As of release 0.9.18, pings and pongs may contain a payload. The payload in the ping, up to a maximum of 32 bytes, is returned in the pong.
Streaming may be configured to disable sending pongs with the configuration i2p.streaming.answerPings=false.
Control Block Sharing
The streaming lib supports "TCP" Control Block sharing. This shares three important streaming lib parameters (window size, round trip time, round trip time variance) across connections to the same remote peer. This is used for "temporal" sharing at connection open/close time, not "ensemble" sharing during a connection (See RFC 2140). There is a separate share per ConnectionManager (i.e. per local Destination) so that there is no information leakage to other Destinations on the same router. The share data for a given peer expires after a few minutes. The following Control Block Sharing parameters can be set per router:
- RTT_DAMPENING = 0.75
- RTTDEV_DAMPENING = 0.75
- WINDOW_DAMPENING = 0.75
The following parameters are hardcoded, but may be of interest for analysis:
- MIN_RESEND_DELAY = 100 ms (minimum RTO)

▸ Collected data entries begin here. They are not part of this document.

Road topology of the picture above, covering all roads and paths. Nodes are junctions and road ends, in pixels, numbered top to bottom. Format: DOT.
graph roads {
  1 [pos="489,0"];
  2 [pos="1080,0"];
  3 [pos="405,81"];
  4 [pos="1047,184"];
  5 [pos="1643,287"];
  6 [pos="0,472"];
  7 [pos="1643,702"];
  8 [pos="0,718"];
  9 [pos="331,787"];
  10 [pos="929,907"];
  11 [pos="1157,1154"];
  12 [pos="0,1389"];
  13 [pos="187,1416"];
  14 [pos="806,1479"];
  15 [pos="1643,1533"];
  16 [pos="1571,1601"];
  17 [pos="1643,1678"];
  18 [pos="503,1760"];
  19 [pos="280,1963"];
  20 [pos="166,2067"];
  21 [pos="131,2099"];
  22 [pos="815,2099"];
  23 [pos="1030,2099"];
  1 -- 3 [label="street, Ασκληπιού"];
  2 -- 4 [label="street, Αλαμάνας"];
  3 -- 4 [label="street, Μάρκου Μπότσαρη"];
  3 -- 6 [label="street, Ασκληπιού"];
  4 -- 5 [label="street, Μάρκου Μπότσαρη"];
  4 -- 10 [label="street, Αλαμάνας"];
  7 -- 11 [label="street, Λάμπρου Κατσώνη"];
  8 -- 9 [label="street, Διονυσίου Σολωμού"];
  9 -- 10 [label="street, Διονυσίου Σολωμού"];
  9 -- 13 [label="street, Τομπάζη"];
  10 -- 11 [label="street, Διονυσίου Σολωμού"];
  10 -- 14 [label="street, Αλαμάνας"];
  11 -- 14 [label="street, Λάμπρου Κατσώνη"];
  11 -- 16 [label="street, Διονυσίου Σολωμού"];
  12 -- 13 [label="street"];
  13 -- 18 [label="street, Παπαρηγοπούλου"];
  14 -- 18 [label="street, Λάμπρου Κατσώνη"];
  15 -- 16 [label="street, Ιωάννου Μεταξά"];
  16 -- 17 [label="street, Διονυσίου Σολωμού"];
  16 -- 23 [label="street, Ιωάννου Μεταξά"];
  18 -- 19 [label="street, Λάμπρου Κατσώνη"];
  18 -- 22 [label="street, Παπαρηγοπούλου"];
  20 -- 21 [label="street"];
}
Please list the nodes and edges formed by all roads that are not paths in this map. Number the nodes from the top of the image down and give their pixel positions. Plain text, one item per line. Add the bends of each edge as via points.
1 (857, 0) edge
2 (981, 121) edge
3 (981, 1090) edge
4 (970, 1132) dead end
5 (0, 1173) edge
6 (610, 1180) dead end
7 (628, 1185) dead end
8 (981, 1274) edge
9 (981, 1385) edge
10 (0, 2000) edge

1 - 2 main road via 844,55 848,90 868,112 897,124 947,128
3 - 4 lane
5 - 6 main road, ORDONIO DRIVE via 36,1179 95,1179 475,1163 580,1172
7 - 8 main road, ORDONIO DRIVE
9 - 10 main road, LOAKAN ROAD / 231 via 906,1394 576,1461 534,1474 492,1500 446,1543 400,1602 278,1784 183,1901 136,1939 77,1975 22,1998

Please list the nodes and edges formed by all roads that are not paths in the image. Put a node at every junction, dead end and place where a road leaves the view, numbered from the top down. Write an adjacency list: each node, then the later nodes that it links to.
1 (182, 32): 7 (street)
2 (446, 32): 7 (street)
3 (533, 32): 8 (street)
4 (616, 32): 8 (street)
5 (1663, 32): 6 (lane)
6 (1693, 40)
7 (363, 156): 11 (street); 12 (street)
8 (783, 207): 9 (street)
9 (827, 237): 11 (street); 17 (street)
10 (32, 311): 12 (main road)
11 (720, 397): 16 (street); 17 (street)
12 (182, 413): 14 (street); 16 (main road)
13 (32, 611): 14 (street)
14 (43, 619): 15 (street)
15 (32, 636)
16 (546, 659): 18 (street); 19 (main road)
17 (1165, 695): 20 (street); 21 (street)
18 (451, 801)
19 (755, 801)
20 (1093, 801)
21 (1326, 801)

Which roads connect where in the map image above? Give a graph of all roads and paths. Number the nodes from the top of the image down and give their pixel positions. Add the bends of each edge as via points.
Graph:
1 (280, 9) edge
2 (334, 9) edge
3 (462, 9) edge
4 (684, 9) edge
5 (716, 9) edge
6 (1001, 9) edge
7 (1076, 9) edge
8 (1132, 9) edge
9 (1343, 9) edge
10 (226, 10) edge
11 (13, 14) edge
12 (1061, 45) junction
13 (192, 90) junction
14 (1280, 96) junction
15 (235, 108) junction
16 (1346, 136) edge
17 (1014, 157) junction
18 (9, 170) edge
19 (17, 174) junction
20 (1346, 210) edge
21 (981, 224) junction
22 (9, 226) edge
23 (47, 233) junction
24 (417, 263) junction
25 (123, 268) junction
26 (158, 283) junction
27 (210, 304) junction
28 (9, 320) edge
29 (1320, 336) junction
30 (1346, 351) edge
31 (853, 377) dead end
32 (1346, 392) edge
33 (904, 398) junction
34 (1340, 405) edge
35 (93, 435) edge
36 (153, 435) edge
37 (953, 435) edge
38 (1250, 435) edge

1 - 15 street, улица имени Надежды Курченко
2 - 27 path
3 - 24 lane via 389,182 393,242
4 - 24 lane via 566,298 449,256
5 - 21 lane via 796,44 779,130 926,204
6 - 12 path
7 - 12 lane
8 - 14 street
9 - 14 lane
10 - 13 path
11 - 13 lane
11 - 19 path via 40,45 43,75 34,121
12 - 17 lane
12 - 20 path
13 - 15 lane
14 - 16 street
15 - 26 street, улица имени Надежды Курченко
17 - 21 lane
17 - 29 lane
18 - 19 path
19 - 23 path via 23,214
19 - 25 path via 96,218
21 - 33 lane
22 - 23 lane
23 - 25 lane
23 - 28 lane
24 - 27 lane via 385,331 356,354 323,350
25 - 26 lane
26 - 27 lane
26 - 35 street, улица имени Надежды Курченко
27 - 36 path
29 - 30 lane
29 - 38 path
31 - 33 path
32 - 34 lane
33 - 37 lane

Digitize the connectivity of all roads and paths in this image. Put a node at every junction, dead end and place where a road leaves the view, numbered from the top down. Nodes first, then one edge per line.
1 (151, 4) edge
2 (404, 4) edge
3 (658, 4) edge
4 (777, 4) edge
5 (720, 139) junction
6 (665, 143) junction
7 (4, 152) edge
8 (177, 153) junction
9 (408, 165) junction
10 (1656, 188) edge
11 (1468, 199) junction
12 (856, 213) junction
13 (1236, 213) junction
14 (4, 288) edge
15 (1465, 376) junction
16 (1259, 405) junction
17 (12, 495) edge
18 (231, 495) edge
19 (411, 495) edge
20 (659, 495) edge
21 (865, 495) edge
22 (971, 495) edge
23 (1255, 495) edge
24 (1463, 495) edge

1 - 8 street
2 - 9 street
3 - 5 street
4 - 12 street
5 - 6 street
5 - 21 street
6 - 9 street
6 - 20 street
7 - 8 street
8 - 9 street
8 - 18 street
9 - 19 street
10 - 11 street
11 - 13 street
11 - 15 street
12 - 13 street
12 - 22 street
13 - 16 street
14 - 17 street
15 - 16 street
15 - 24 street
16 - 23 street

- MAX_RESEND_DELAY = 45 sec (maximum RTO)
- MIN_WINDOW_SIZE = 1
- TREND_COUNT = 3
- MIN_MESSAGE_SIZE = 512 (minimum MTU)
- INBOUND_BUFFER_SIZE = maxMessageSize * (maxWindowSize + 2)
- INITIAL_TIMEOUT (valid only before RTT is sampled) = 9 sec
- "alpha" ( RTT dampening factor as per RFC 6298 ) = 0.125
- "beta" ( RTTDEV dampening factor as per RFC 6298 ) = 0.25
- "K" ( RTDEV multiplier as per RFC 6298 ) = 4
- PASSIVE_FLUSH_DELAY = 175 ms
- Maximum RTT estimate: 60 sec
The streaming library has grown organically for I2P - first mihi implemented the "mini streaming library" as part of I2PTunnel, which was limited to a window size of 1 message (requiring an ACK before sending the next one), and then it was refactored out into a generic streaming interface (mirroring TCP sockets) and the full streaming implementation was deployed with a sliding window protocol and optimizations to take into account the high bandwidth x delay product. Individual streams may adjust the maximum packet size and other options. The default message size is selected to fit precisely in two 1K I2NP tunnel messages, and is a reasonable tradeoff between the bandwidth costs of retransmitting lost messages, and the latency and overhead of multiple messages.
The behavior of the streaming library has a profound impact on application-level performance, and as such, is an important area for further analysis.
- Additional tuning of the streaming lib parameters may be necessary.
- Another area for research is the interaction of the streaming lib with the NTCP and SSU transport layers. See the NTCP discussion page for details.
- The interaction of the routing algorithms with the streaming lib strongly affects performance. In particular, random distribution of messages to multiple tunnels in a pool leads to a high degree of out-of-order delivery which results in smaller window sizes than would otherwise be the case. The router currently routes messages for a single from/to destination pair through a consistent set of tunnels, until tunnel expiration or delivery failure. The router's failure and tunnel selection algorithms should be reviewed for possible improvements.
- The data in the first SYN packet may exceed the receiver's MTU.
- The DELAY_REQUESTED field could be used more.
- Duplicate initial SYNCHRONIZE packets on short-lived streams may not be recognized and removed.
- Don't send the MTU in a retransmission.
- Data is sent along unless the outbound window is full. (i.e. no-Nagle or TCP_NODELAY) Probably should have a configuration option for this.
- zzz has added debug code to the streaming library to log packets in a wireshark-compatible (pcap) format; Use this to further analyze performance. The format may require enhancement to map more streaming lib parameters to TCP fields.
- There are proposals to replace the streaming lib with standard TCP (or perhaps a null layer together with raw sockets). This would unfortunately be incompatible with the streaming lib but it would be good to compare the performance of the two.